State only the number of lines below where the word "middle" is found.

### [GIVEN DATA]
<<<<

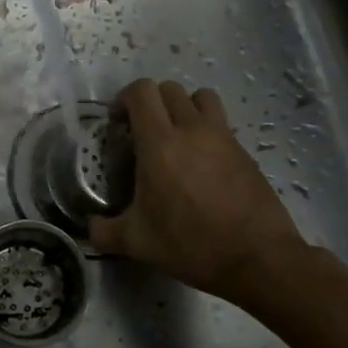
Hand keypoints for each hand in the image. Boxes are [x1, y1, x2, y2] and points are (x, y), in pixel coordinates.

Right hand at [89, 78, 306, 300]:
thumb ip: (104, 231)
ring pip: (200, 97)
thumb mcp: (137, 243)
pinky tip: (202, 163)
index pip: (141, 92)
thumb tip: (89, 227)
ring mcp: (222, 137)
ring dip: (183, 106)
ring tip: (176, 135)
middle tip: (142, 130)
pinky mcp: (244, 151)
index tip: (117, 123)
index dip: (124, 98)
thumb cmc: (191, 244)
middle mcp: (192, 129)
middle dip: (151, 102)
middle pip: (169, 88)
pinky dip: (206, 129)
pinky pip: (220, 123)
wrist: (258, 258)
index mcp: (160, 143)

>>>>
<<<<

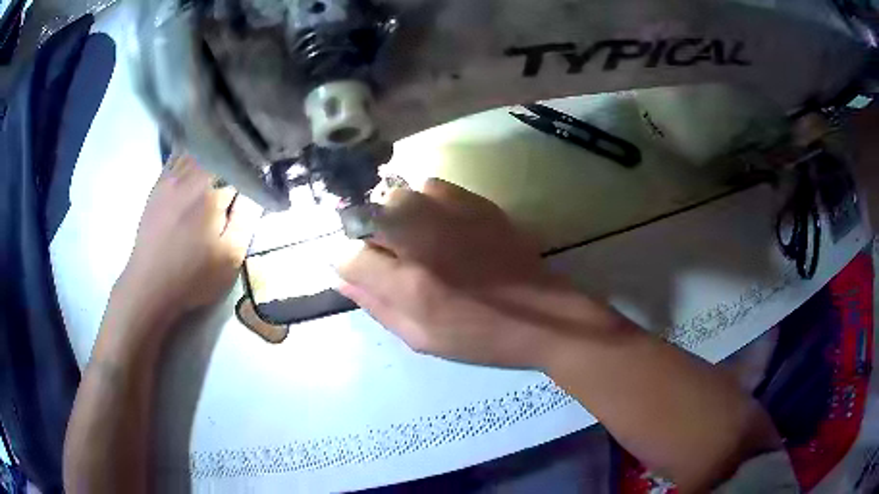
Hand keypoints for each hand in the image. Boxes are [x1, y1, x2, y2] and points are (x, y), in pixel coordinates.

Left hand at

>>>>

### [RESULT]
4